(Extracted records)
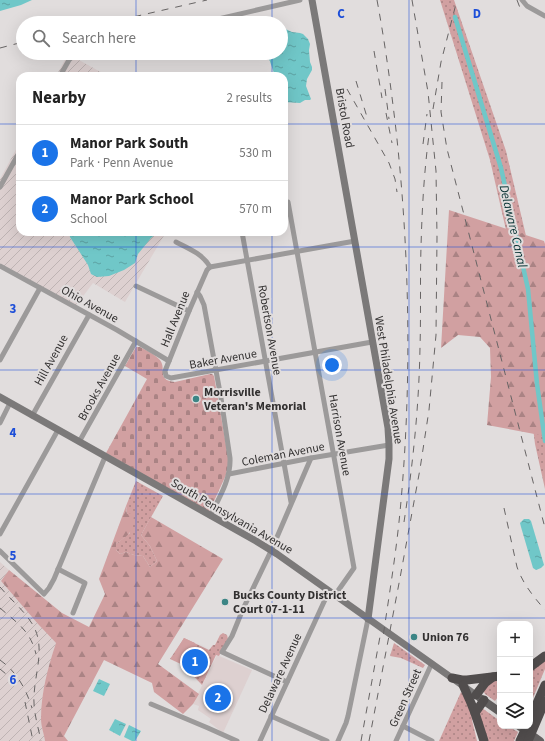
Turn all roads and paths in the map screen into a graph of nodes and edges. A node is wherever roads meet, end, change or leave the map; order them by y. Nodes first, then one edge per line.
1 (300, 0) edge
2 (312, 0) edge
3 (522, 0) edge
4 (231, 16) edge
5 (545, 16) edge
6 (69, 60) edge
7 (62, 72) edge
8 (16, 158) edge
9 (0, 187) edge
10 (288, 202) dead end
11 (243, 236) edge
12 (355, 240) junction
13 (176, 242) dead end
14 (296, 251) junction
15 (247, 260) junction
16 (0, 266) edge
17 (210, 267) junction
18 (136, 286) dead end
19 (40, 288) junction
20 (197, 292) junction
21 (189, 311) junction
22 (88, 315) junction
23 (136, 341) junction
24 (372, 342) junction
25 (315, 352) junction
26 (0, 360) edge
27 (169, 361) junction
28 (265, 361) junction
29 (216, 371) junction
30 (171, 378) joint
31 (0, 398) edge
32 (10, 403) junction
33 (32, 416) junction
34 (0, 423) edge
35 (58, 430) junction
36 (79, 442) junction
37 (389, 445) junction
38 (333, 454) junction
39 (105, 457) junction
40 (311, 458) junction
41 (284, 463) junction
42 (229, 474) junction
43 (292, 502) junction
44 (210, 516) junction
45 (0, 534) edge
46 (0, 551) edge
47 (270, 551) junction
48 (58, 569) junction
49 (332, 593) junction
50 (73, 613) dead end
51 (368, 619) junction
52 (545, 656) edge
53 (432, 663) junction
54 (533, 665) edge
55 (497, 677) edge
56 (452, 678) junction
57 (287, 682) junction
58 (462, 685) junction
59 (545, 685) edge
60 (480, 698) junction
61 (545, 701) edge
62 (151, 704) dead end
63 (497, 710) edge
64 (475, 713) junction
65 (545, 714) edge
66 (272, 716) junction
67 (533, 718) edge
68 (533, 721) edge
69 (533, 723) edge
70 (403, 726) junction
71 (523, 729) edge
72 (529, 729) edge
73 (525, 739) edge
74 (237, 741) edge
75 (260, 741) edge
76 (327, 741) edge
77 (338, 741) edge
78 (396, 741) edge
79 (432, 741) edge
80 (484, 741) edge
81 (540, 741) edge

1 - 4 street
2 - 12 main road, Bristol Road
3 - 5 street
6 - 7 street
8 - 9 street
10 - 14 street, Harrison Avenue
11 - 15 street, Robertson Avenue
12 - 14 street
12 - 24 main road, West Philadelphia Avenue
13 - 17 street
14 - 15 street
14 - 25 street, Harrison Avenue
15 - 17 street
15 - 28 street, Robertson Avenue
16 - 19 street, Ohio Avenue
17 - 20 street, Hall Avenue
18 - 21 street
19 - 22 street, Ohio Avenue
19 - 26 street
20 - 21 street, Hall Avenue
20 - 29 street
21 - 27 street, Hall Avenue
22 - 23 street, Ohio Avenue
22 - 33 street, Hill Avenue
23 - 27 street, Ohio Avenue
23 - 36 street, Brooks Avenue
24 - 25 street, Baker Avenue
24 - 37 main road, West Philadelphia Avenue
25 - 28 street, Baker Avenue
25 - 38 street, Harrison Avenue
27 - 30 street, Hall Avenue
28 - 29 street, Baker Avenue
28 - 41 street, Robertson Avenue
29 - 30 street, Baker Avenue
29 - 42 street
31 - 32 main road, South Pennsylvania Avenue
32 - 33 main road, South Pennsylvania Avenue
32 - 34 street
33 - 35 main road, South Pennsylvania Avenue
35 - 36 main road, South Pennsylvania Avenue
35 - 45 street
36 - 39 main road, South Pennsylvania Avenue
37 - 38 street, Coleman Avenue
37 - 51 main road, West Philadelphia Avenue
38 - 40 street, Coleman Avenue
38 - 49 street, Harrison Avenue
39 - 44 main road, South Pennsylvania Avenue
39 - 48 street
40 - 41 street, Coleman Avenue
40 - 43 street
41 - 42 street, Coleman Avenue
41 - 43 street, Robertson Avenue
42 - 44 street
43 - 47 street
44 - 47 main road, South Pennsylvania Avenue
46 - 48 street
47 - 49 main road, South Pennsylvania Avenue
47 - 57 street
48 - 50 street
49 - 51 main road, South Pennsylvania Avenue
49 - 57 street, Delaware Avenue
51 - 53 main road, South Pennsylvania Avenue
51 - 77 street
52 - 54 highway
53 - 56 main road, South Pennsylvania Avenue
53 - 70 street, Green Street
55 - 56 highway
55 - 60 highway
56 - 58 main road, South Pennsylvania Avenue
57 - 66 street, Delaware Avenue
58 - 60 main road, South Pennsylvania Avenue
58 - 64 highway
59 - 67 highway
60 - 63 main road, South Pennsylvania Avenue
60 - 64 highway
61 - 68 highway
62 - 74 street
64 - 80 highway
65 - 69 highway
66 - 75 street, Delaware Avenue
66 - 76 street
70 - 78 street, Green Street
70 - 79 street
71 - 81 main road
72 - 73 highway

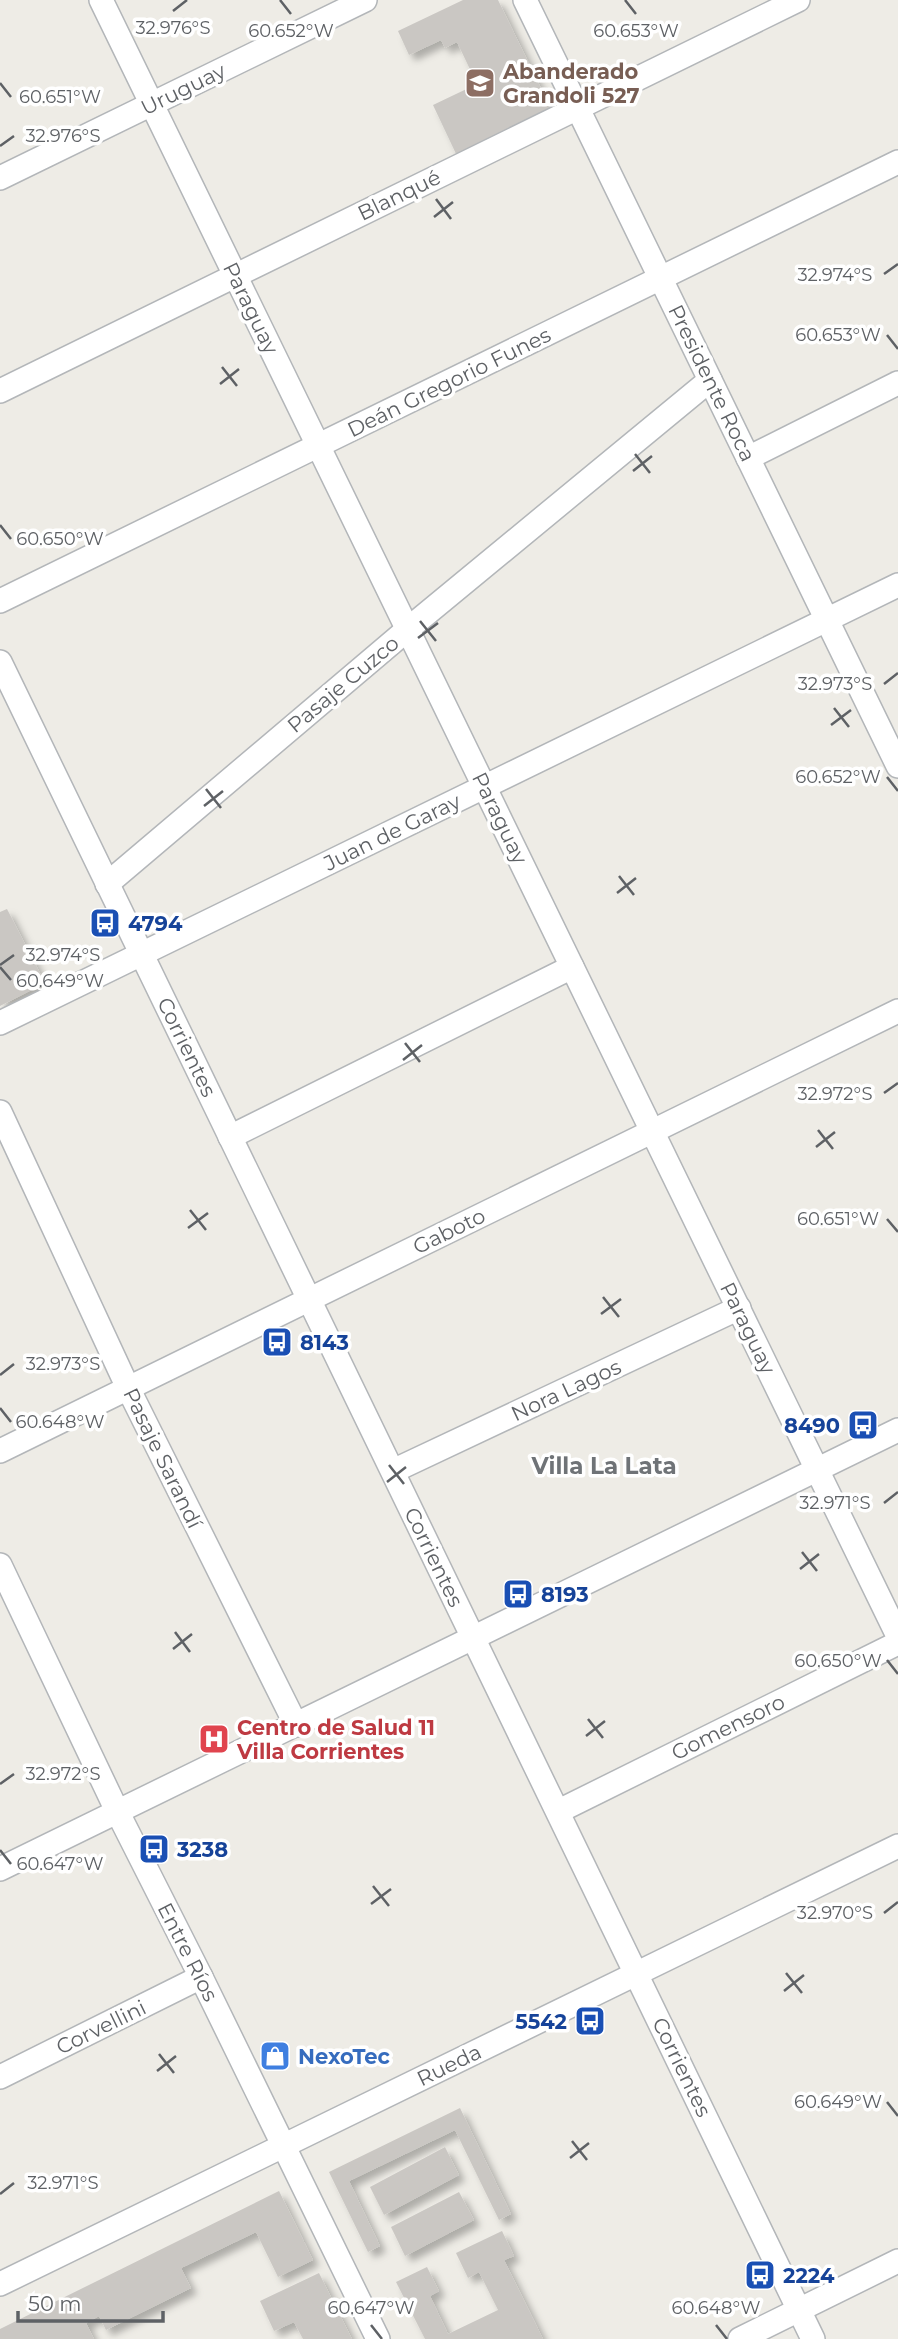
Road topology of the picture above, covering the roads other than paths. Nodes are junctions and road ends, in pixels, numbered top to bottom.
1 (101, 0) edge
2 (365, 0) edge
3 (525, 0) edge
4 (798, 0) edge
5 (152, 104) junction
6 (578, 108) junction
7 (898, 162) edge
8 (0, 178) edge
9 (235, 275) junction
10 (660, 278) junction
11 (710, 380) junction
12 (898, 383) edge
13 (0, 391) edge
14 (318, 446) junction
15 (748, 458) junction
16 (898, 585) edge
17 (0, 601) edge
18 (827, 620) junction
19 (408, 629) junction
20 (0, 662) edge
21 (898, 766) edge
22 (485, 787) junction
23 (107, 884) junction
24 (142, 954) junction
25 (572, 967) junction
26 (898, 1011) edge
27 (0, 1023) edge
28 (0, 1112) edge
29 (653, 1131) junction
30 (230, 1137) junction
31 (309, 1300) junction
32 (738, 1308) junction
33 (128, 1388) junction
34 (898, 1430) edge
35 (0, 1451) edge
36 (817, 1469) junction
37 (393, 1471) junction
38 (0, 1565) edge
39 (898, 1636) edge
40 (473, 1638) junction
41 (898, 1643) edge
42 (296, 1725) junction
43 (559, 1811) junction
44 (117, 1813) junction
45 (898, 1846) edge
46 (0, 1869) edge
47 (636, 1974) junction
48 (201, 1977) junction
49 (0, 2077) edge
50 (284, 2146) junction
51 (898, 2261) edge
52 (0, 2284) edge
53 (799, 2310) junction
54 (378, 2339) edge
55 (740, 2339) edge
56 (813, 2339) edge

1 - 5 street, Paraguay
2 - 5 street, Uruguay
3 - 6 street, Presidente Roca
4 - 6 street, Blanqué
5 - 8 street, Uruguay
5 - 9 street, Paraguay
6 - 9 street, Blanqué
6 - 10 street, Presidente Roca
7 - 10 street, Deán Gregorio Funes
9 - 13 street, Blanqué
9 - 14 street, Paraguay
10 - 11 street, Presidente Roca
10 - 14 street, Deán Gregorio Funes
11 - 15 street, Presidente Roca
11 - 19 street, Pasaje Cuzco
12 - 15 street
14 - 17 street, Deán Gregorio Funes
14 - 19 street, Paraguay
15 - 18 street, Presidente Roca
16 - 18 street, Juan de Garay
18 - 21 street, Presidente Roca
18 - 22 street, Juan de Garay
19 - 22 street, Paraguay
19 - 23 street, Pasaje Cuzco
20 - 23 street, Corrientes
22 - 24 street, Juan de Garay
22 - 25 street, Paraguay
23 - 24 street, Corrientes
24 - 27 street, Juan de Garay
24 - 30 street, Corrientes
25 - 29 street, Paraguay
25 - 30 street
26 - 29 street, Gaboto
28 - 33 street, Pasaje Sarandí
29 - 31 street, Gaboto
29 - 32 street, Paraguay
30 - 31 street, Corrientes
31 - 33 street, Gaboto
31 - 37 street, Corrientes
32 - 36 street, Paraguay
32 - 37 street, Nora Lagos
33 - 35 street, Gaboto
33 - 42 street, Pasaje Sarandí
34 - 36 street
36 - 39 street, Paraguay
36 - 40 street
37 - 40 street, Corrientes
38 - 44 street, Entre Ríos
40 - 42 street
40 - 43 street, Corrientes
41 - 43 street, Gomensoro
42 - 44 street
43 - 47 street, Corrientes
44 - 46 street
44 - 48 street, Entre Ríos
45 - 47 street, Rueda
47 - 50 street, Rueda
47 - 53 street, Corrientes
48 - 49 street, Corvellini
48 - 50 street, Entre Ríos
50 - 52 street, Rueda
50 - 54 street, Entre Ríos
51 - 53 street
53 - 55 street
53 - 56 street, Corrientes

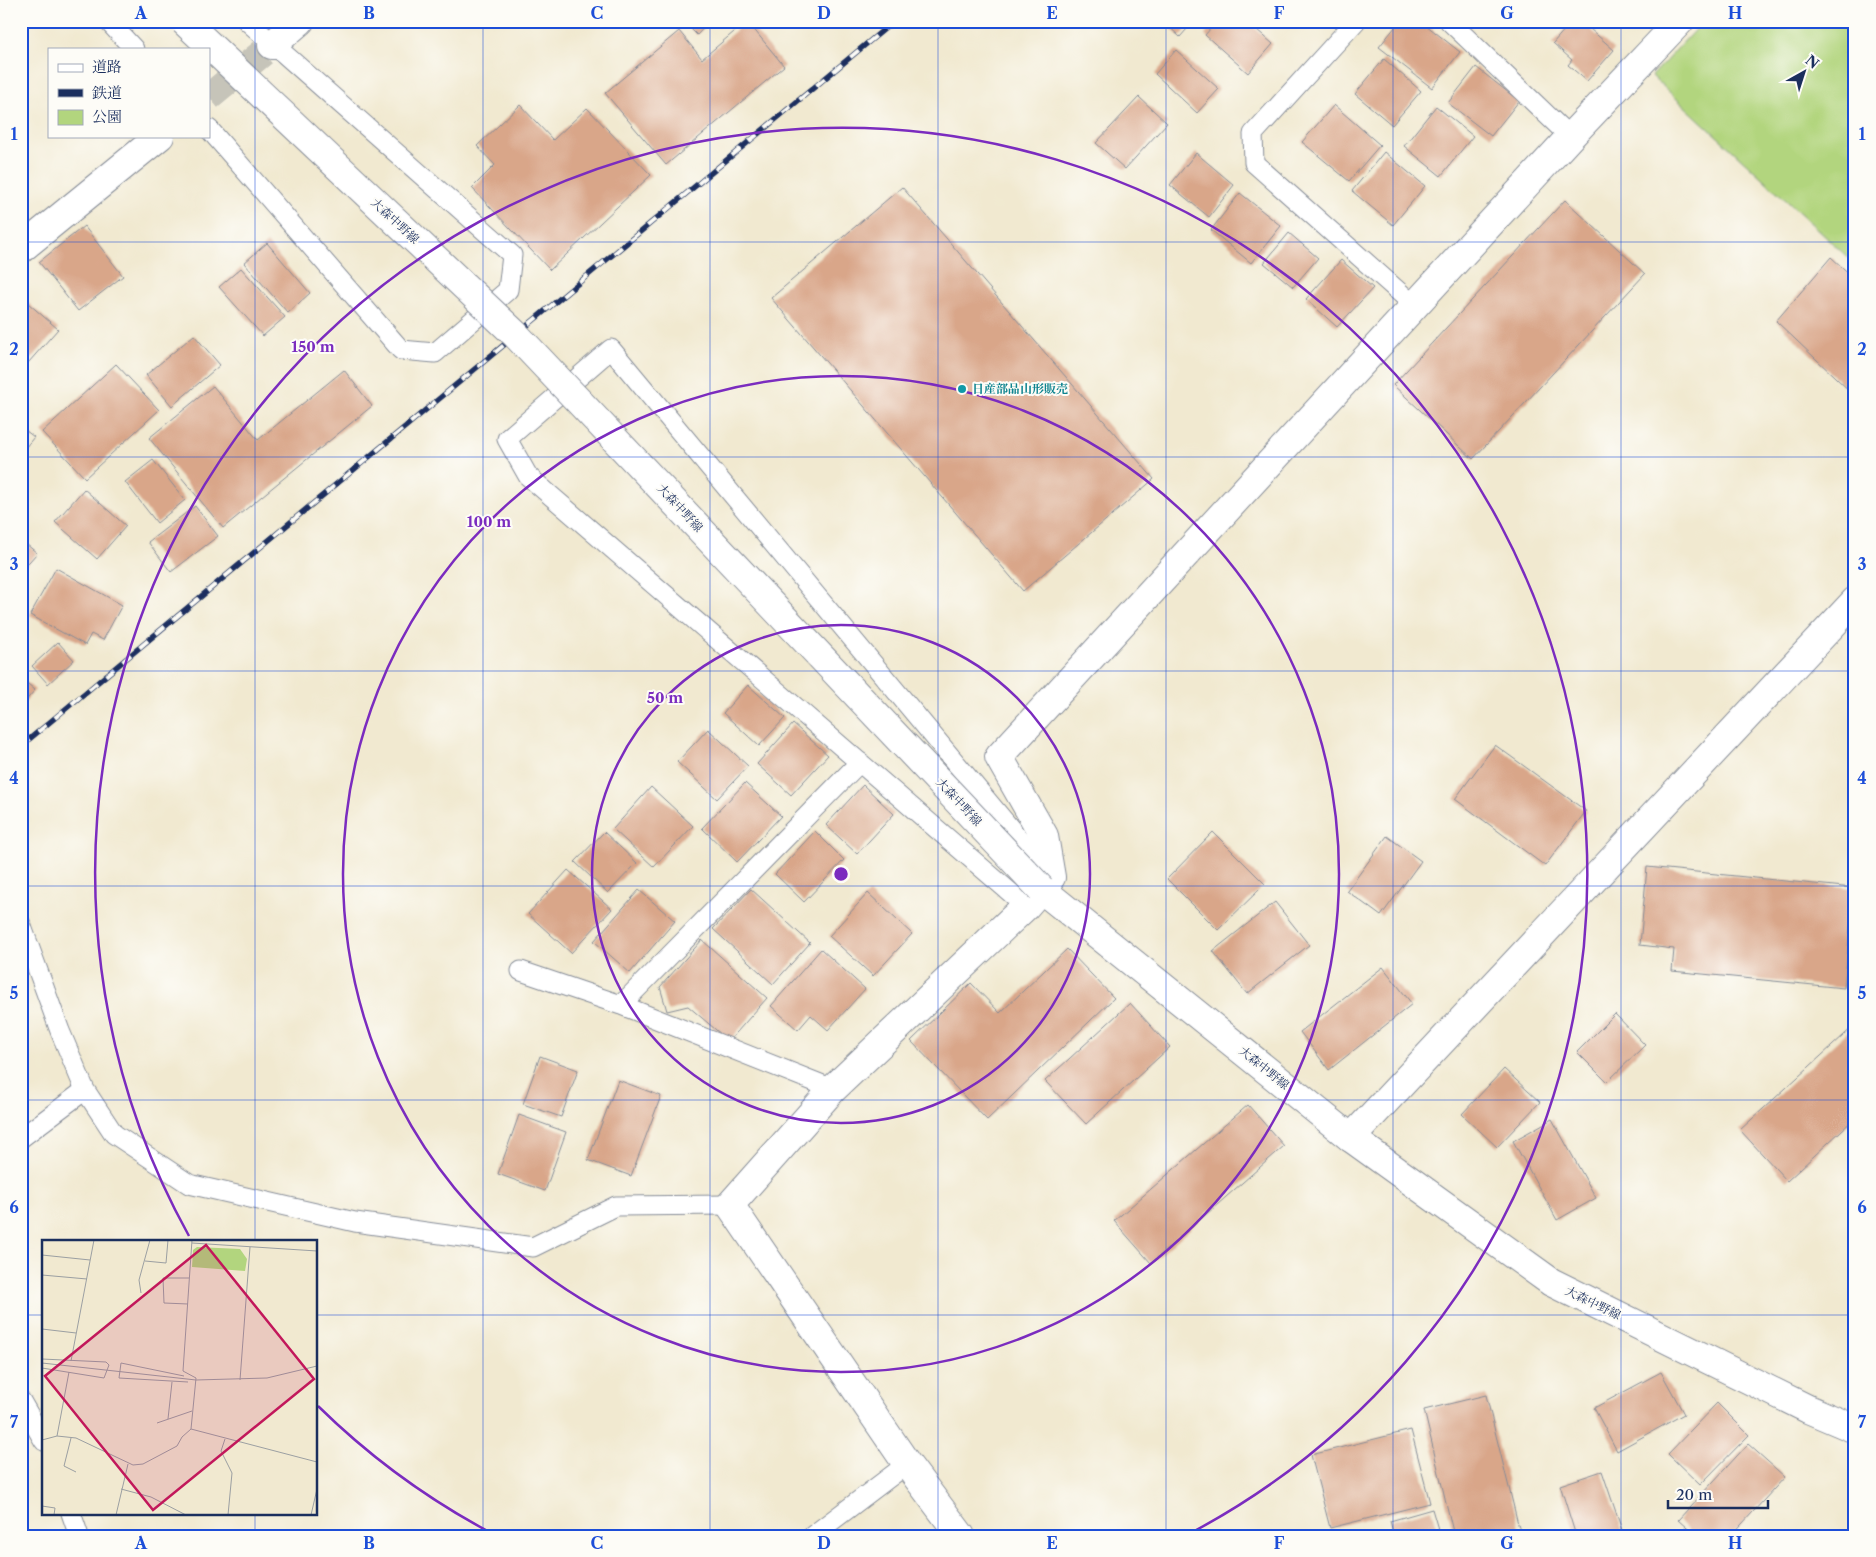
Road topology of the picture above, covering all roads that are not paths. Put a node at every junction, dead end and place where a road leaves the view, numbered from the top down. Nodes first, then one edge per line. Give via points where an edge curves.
1 (108, 21) edge
2 (184, 21) edge
3 (247, 21) edge
4 (300, 21) edge
5 (1356, 21) edge
6 (1449, 21) edge
7 (1680, 21) edge
8 (272, 45) junction
9 (133, 48) edge
10 (210, 130) edge
11 (1570, 137) junction
12 (158, 138) edge
13 (21, 249) edge
14 (1415, 306) junction
15 (1855, 601) edge
16 (860, 762) junction
17 (1039, 890) junction
18 (21, 924) edge
19 (521, 971) dead end
20 (621, 1005) junction
21 (833, 1089) junction
22 (85, 1090) junction
23 (21, 1138) edge
24 (1351, 1138) junction
25 (730, 1205) junction
26 (21, 1401) edge
27 (1855, 1429) edge
28 (42, 1438) edge
29 (907, 1464) junction
30 (71, 1514) edge
31 (79, 1536) edge
32 (812, 1536) edge
33 (961, 1536) edge

1 - 9 lane
2 - 17 street, 大森中野線, bridge via 515,334
3 - 8 lane
4 - 8 street
5 - 14 lane via 1253,134 1254,163
6 - 11 lane
7 - 11 street
8 - 10 lane via 512,254 508,290 435,353 401,350
11 - 14 street
12 - 13 street
14 - 17 street via 1000,757 1044,836
15 - 24 street
16 - 17 lane
16 - 17 lane via 528,476 507,439 611,348
16 - 20 lane
17 - 21 street
17 - 24 street, 大森中野線
18 - 22 lane
19 - 20 lane
20 - 21 lane
21 - 25 street
22 - 23 lane
22 - 25 lane via 114,1134 189,1184 355,1222 533,1247 616,1206
24 - 27 street, 大森中野線 via 1551,1282 1808,1410
25 - 29 street
26 - 28 lane
29 - 32 lane
29 - 33 street
30 - 31 lane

**WHAT THE EXERCISE ASKS**
If a line in the records above has the word "topology", copy it.

**FINAL ANSWER**
Road topology of the picture above, covering the roads other than paths. Nodes are junctions and road ends, in pixels, numbered top to bottom.
Road topology of the picture above, covering all roads that are not paths. Put a node at every junction, dead end and place where a road leaves the view, numbered from the top down. Nodes first, then one edge per line. Give via points where an edge curves.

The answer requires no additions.